------ Records for processing

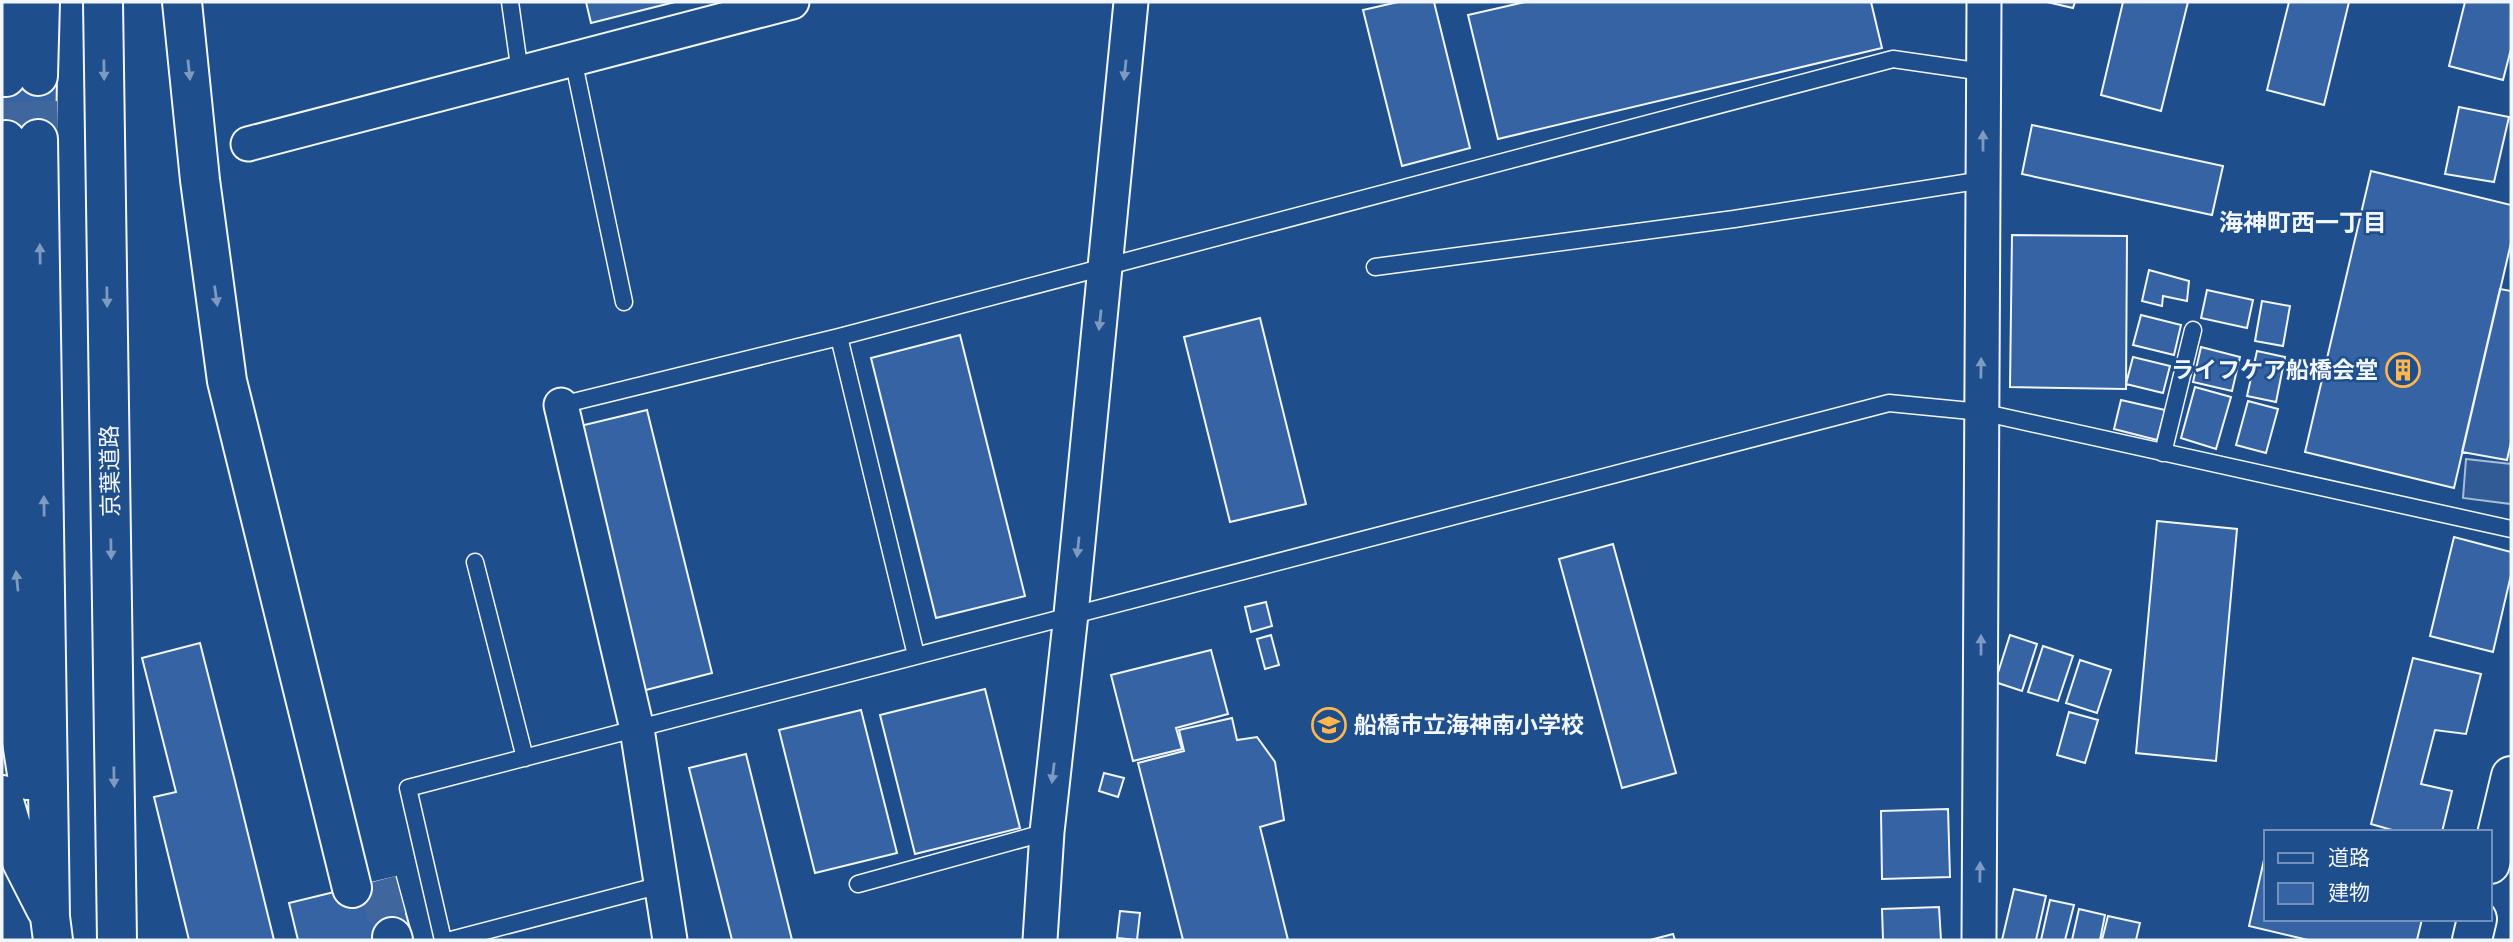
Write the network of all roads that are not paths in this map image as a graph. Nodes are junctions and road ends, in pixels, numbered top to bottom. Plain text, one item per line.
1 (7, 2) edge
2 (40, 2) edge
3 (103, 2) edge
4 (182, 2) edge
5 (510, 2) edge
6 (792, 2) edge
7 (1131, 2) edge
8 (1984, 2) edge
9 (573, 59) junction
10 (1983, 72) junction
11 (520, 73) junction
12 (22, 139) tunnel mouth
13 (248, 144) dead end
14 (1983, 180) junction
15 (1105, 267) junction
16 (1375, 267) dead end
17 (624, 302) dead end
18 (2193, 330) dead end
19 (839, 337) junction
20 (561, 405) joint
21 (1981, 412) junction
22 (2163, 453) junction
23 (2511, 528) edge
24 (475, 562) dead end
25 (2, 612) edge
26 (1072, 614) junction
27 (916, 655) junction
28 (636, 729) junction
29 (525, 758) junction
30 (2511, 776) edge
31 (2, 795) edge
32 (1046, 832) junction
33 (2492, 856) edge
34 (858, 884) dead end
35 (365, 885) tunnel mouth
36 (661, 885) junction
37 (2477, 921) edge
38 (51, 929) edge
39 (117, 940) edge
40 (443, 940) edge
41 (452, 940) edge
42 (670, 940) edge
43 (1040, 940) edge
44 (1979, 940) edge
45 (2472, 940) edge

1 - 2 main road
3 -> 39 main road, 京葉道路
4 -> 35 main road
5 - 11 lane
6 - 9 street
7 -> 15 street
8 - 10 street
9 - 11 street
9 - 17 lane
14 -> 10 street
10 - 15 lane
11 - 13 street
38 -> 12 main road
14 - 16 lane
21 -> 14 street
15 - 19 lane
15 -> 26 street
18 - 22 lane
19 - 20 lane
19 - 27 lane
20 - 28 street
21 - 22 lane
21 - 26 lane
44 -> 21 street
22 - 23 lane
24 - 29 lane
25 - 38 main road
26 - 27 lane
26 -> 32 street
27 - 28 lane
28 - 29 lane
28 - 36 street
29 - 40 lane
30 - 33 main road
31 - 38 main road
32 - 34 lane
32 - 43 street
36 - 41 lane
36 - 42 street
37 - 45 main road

------------
------ Records for processing

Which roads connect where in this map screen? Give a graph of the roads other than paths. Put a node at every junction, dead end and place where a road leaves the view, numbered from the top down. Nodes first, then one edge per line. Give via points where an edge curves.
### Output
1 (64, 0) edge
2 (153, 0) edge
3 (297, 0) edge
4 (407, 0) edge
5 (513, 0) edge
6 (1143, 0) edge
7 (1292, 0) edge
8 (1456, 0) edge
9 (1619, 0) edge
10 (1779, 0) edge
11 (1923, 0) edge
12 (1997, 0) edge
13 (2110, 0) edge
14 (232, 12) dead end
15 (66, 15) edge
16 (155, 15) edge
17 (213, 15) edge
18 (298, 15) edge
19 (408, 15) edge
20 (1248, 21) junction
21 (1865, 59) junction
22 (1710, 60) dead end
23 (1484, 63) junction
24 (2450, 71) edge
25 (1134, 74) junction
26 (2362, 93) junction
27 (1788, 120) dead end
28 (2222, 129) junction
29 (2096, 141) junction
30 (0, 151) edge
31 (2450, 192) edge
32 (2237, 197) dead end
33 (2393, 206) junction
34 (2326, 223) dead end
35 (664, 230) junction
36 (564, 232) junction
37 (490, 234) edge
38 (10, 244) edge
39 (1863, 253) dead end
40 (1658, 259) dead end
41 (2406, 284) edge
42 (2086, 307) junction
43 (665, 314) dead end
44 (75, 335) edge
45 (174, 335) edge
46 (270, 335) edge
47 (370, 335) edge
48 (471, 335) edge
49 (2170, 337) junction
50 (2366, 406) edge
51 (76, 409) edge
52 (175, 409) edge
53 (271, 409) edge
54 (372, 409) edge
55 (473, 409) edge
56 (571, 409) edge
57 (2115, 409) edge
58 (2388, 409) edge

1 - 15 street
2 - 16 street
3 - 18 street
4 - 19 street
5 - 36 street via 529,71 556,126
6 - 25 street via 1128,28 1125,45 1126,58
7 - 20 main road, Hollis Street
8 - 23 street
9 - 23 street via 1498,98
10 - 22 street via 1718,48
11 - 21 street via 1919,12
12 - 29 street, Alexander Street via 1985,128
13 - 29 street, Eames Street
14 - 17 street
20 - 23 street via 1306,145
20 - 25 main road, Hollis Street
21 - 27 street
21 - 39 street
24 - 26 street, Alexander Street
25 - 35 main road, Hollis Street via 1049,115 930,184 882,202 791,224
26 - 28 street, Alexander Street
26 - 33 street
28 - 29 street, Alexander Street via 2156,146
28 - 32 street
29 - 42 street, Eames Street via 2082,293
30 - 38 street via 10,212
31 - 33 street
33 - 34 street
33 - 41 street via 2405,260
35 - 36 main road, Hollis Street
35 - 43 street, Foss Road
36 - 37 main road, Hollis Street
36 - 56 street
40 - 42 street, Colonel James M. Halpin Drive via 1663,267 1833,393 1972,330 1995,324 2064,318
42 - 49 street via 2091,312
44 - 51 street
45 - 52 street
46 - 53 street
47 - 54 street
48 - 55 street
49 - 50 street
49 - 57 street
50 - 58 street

------------

▶ **Exercise brief**
Whenever the word "graph" shows up in a line of the entries, copy that line.

▶ **Reply to the task**
Write the network of all roads that are not paths in this map image as a graph. Nodes are junctions and road ends, in pixels, numbered top to bottom. Plain text, one item per line.
Which roads connect where in this map screen? Give a graph of the roads other than paths. Put a node at every junction, dead end and place where a road leaves the view, numbered from the top down. Nodes first, then one edge per line. Give via points where an edge curves.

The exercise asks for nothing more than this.